-- Opening Marker --

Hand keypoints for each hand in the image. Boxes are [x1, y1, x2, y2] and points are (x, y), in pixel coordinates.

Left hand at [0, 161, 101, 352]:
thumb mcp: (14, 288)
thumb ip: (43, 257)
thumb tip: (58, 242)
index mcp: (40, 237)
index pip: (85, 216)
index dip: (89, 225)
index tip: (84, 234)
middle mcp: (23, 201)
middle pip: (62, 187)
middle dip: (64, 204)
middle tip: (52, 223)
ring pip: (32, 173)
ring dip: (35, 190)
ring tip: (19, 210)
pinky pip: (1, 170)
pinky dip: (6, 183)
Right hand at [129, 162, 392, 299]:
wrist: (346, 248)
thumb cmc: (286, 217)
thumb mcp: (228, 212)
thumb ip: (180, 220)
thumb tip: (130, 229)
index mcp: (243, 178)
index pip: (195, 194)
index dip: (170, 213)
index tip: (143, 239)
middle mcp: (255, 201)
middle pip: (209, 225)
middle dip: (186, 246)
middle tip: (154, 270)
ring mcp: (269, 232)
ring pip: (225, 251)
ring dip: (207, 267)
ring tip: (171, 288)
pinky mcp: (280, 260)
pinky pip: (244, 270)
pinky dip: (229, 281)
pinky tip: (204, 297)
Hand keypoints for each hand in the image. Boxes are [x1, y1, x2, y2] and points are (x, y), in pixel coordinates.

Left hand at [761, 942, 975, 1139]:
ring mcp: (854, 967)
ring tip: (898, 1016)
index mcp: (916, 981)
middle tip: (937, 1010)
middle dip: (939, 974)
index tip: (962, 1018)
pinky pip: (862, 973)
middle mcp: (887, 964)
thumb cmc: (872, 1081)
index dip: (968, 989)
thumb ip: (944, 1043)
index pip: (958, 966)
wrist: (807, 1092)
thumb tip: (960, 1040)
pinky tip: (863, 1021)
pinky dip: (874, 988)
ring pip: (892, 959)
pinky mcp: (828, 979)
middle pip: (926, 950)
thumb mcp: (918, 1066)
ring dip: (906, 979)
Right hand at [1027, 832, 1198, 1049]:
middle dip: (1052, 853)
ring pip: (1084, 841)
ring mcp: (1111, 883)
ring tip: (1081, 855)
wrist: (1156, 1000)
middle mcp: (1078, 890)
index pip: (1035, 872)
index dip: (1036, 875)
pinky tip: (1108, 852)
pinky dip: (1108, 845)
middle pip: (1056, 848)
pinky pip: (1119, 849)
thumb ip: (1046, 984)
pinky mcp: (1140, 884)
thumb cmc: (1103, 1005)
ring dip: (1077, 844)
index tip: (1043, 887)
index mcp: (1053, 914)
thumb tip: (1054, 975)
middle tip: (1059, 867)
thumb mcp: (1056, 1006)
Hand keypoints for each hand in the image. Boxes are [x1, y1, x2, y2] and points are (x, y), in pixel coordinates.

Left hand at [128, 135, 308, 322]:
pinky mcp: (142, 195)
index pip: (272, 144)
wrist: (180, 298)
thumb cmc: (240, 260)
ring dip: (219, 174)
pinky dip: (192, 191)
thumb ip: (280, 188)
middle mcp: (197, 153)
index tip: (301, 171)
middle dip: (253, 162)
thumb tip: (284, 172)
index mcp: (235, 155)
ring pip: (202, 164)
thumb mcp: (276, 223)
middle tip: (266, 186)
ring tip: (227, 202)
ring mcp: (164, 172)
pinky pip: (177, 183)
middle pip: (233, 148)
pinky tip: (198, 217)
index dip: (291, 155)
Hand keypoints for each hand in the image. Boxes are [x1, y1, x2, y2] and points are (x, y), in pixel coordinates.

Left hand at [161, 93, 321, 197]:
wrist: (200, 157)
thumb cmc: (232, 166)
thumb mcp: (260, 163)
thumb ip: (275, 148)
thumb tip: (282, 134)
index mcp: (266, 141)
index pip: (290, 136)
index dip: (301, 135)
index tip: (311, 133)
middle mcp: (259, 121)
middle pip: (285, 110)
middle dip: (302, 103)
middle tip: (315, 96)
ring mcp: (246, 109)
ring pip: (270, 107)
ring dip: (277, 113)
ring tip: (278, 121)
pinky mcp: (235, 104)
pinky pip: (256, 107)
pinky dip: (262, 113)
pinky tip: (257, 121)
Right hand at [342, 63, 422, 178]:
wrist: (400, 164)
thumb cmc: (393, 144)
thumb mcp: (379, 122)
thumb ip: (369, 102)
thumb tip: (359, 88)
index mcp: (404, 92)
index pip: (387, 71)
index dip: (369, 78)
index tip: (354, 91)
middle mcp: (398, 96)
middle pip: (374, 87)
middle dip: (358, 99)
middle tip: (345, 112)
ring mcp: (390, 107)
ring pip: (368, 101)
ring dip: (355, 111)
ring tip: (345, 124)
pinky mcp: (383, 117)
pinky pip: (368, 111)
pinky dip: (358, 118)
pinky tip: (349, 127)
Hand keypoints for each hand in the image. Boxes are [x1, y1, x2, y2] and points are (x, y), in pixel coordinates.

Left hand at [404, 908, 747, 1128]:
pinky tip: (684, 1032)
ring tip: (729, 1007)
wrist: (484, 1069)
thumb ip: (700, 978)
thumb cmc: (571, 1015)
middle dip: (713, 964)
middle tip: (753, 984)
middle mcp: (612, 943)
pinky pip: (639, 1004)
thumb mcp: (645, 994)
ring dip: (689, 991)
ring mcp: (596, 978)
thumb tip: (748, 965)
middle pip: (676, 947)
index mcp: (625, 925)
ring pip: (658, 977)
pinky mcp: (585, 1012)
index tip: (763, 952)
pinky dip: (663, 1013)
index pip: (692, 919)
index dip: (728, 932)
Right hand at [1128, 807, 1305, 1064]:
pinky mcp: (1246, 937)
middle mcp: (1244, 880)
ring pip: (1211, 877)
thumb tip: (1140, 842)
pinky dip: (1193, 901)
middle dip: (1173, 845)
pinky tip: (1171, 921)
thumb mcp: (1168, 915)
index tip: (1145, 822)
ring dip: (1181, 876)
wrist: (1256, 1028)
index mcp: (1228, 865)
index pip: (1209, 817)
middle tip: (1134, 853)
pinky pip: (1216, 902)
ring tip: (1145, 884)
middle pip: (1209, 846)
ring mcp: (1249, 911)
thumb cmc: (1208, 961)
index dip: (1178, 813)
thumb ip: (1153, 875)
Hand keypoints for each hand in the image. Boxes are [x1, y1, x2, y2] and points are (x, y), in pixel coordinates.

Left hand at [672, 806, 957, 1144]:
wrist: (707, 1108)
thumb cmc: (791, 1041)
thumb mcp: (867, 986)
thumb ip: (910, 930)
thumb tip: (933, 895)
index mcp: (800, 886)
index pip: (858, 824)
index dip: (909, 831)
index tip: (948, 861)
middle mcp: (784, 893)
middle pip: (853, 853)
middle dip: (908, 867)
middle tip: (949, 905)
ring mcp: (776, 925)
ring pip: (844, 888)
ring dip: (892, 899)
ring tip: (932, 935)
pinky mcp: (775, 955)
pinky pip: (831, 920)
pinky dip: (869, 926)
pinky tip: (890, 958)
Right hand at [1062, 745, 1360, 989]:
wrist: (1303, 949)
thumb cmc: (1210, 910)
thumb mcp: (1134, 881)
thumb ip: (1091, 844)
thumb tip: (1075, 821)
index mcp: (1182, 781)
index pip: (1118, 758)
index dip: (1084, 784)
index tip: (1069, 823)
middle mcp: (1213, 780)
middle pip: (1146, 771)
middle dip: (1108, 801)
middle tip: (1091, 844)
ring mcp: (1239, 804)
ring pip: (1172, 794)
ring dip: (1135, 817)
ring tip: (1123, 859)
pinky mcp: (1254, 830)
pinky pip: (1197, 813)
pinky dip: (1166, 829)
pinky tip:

-- Closing Marker --

AIM OF THE EXERCISE. Read the entries above, then pull out the lines that include "Right".

TASK RESPONSE.
Right hand at [129, 162, 392, 299]:
Right hand at [1027, 832, 1198, 1049]:
Right hand at [342, 63, 422, 178]:
Right hand at [1128, 807, 1305, 1064]:
Right hand at [1062, 745, 1360, 989]:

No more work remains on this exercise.